*Stored data entries*.
[Start of Attachment]
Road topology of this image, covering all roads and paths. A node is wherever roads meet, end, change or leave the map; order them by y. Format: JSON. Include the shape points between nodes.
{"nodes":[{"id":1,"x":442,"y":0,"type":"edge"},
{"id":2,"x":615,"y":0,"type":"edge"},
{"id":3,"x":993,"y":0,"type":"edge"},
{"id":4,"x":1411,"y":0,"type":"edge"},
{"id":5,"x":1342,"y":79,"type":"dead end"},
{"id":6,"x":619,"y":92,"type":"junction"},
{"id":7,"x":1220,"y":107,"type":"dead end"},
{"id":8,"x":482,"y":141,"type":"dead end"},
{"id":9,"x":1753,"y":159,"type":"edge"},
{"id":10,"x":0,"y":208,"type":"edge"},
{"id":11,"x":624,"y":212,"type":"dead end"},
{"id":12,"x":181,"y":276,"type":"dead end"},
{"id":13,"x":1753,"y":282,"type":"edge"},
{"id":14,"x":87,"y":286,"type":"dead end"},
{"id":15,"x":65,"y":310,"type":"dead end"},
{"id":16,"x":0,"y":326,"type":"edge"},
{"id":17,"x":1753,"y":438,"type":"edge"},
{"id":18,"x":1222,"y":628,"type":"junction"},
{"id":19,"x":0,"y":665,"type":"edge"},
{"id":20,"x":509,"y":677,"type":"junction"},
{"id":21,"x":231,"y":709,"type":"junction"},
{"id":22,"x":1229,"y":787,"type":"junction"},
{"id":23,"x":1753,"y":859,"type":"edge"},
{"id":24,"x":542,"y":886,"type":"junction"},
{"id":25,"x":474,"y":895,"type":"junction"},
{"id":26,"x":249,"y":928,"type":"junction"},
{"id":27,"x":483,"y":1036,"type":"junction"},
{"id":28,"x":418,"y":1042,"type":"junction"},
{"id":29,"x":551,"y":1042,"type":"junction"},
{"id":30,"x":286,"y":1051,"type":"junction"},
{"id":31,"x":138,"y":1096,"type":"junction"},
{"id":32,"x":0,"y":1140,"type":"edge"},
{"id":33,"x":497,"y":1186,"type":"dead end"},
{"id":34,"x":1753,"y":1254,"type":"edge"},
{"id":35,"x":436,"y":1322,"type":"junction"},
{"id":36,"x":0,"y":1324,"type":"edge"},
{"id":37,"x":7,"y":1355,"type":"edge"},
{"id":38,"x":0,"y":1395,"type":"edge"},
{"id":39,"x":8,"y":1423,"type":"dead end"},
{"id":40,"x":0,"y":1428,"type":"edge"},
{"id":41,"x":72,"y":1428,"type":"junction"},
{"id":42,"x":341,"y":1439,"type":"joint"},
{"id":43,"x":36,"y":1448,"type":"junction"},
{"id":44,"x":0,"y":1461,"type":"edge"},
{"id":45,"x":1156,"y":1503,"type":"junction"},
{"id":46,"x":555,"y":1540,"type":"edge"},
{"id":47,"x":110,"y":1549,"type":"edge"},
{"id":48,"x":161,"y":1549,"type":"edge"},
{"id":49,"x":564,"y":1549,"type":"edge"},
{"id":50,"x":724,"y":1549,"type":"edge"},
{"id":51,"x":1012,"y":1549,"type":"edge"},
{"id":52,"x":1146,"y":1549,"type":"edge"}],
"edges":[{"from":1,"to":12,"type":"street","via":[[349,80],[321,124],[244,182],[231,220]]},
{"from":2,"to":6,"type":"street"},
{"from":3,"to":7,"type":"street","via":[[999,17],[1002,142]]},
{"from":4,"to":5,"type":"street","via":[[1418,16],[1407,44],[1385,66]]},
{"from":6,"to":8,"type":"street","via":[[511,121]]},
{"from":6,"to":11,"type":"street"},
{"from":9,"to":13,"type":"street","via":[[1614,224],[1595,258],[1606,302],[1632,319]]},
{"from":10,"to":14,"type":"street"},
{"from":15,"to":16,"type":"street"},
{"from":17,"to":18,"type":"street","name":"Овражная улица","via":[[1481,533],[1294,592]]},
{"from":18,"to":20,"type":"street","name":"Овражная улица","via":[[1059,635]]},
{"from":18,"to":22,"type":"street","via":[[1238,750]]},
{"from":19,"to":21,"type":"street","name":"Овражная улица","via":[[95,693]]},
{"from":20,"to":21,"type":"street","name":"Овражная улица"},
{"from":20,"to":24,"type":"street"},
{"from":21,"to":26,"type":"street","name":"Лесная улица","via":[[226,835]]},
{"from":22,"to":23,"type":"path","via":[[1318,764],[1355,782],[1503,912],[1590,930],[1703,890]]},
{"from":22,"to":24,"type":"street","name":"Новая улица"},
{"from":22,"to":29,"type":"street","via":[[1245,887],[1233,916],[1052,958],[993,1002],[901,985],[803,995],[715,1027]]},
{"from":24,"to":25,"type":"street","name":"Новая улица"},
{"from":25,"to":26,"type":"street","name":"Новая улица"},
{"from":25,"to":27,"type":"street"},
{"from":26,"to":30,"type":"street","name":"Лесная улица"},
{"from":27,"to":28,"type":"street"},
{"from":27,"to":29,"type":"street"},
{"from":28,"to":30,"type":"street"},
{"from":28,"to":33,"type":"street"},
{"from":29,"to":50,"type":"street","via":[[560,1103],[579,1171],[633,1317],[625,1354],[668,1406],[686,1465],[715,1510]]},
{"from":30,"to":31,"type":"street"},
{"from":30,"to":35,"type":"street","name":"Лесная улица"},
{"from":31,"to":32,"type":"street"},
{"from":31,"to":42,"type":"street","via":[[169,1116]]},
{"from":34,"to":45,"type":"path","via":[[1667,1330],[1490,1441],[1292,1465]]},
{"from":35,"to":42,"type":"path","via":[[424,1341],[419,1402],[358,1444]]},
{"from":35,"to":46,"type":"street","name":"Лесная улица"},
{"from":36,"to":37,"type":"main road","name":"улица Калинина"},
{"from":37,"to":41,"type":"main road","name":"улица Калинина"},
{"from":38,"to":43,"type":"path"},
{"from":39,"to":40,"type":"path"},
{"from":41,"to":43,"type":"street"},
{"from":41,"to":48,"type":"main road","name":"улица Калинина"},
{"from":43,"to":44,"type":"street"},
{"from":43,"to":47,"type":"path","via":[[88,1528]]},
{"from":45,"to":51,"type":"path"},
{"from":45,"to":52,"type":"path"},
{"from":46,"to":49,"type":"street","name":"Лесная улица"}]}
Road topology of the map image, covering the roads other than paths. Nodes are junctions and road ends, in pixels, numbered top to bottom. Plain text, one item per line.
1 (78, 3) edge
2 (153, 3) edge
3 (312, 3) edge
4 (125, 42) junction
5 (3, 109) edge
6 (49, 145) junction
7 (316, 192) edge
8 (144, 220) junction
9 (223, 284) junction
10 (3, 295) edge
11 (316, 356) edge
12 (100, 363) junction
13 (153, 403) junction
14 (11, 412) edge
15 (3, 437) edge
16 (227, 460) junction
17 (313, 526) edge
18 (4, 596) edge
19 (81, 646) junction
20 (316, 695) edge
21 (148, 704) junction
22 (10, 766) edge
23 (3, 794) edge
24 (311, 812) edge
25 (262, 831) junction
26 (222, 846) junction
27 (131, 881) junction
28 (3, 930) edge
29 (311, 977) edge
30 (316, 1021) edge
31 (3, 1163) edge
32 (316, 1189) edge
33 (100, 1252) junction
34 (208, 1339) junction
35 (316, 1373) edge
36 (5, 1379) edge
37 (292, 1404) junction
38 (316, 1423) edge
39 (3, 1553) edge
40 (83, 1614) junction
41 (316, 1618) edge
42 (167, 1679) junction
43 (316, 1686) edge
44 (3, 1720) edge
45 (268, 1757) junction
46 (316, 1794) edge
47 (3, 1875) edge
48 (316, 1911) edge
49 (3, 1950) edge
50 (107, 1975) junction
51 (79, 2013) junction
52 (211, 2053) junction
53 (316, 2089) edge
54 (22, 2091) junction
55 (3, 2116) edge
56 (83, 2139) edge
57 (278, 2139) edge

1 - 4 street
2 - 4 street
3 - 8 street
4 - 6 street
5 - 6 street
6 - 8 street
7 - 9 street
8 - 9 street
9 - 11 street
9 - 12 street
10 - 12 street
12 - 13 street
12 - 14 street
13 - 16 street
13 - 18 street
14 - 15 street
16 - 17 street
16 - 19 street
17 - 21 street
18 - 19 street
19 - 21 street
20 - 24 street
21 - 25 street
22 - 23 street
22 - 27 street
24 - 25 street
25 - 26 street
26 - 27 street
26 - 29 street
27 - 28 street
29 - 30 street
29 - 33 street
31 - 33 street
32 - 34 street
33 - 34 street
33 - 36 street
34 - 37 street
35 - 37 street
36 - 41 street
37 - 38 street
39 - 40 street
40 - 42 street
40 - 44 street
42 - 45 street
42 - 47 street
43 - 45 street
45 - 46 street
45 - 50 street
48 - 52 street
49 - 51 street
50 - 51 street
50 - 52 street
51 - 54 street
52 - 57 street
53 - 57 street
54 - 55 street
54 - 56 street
[End of Attachment]
Work out how many lines above contain the word "Новая". Give only the number.

*COMPLETED EXERCISE*.
3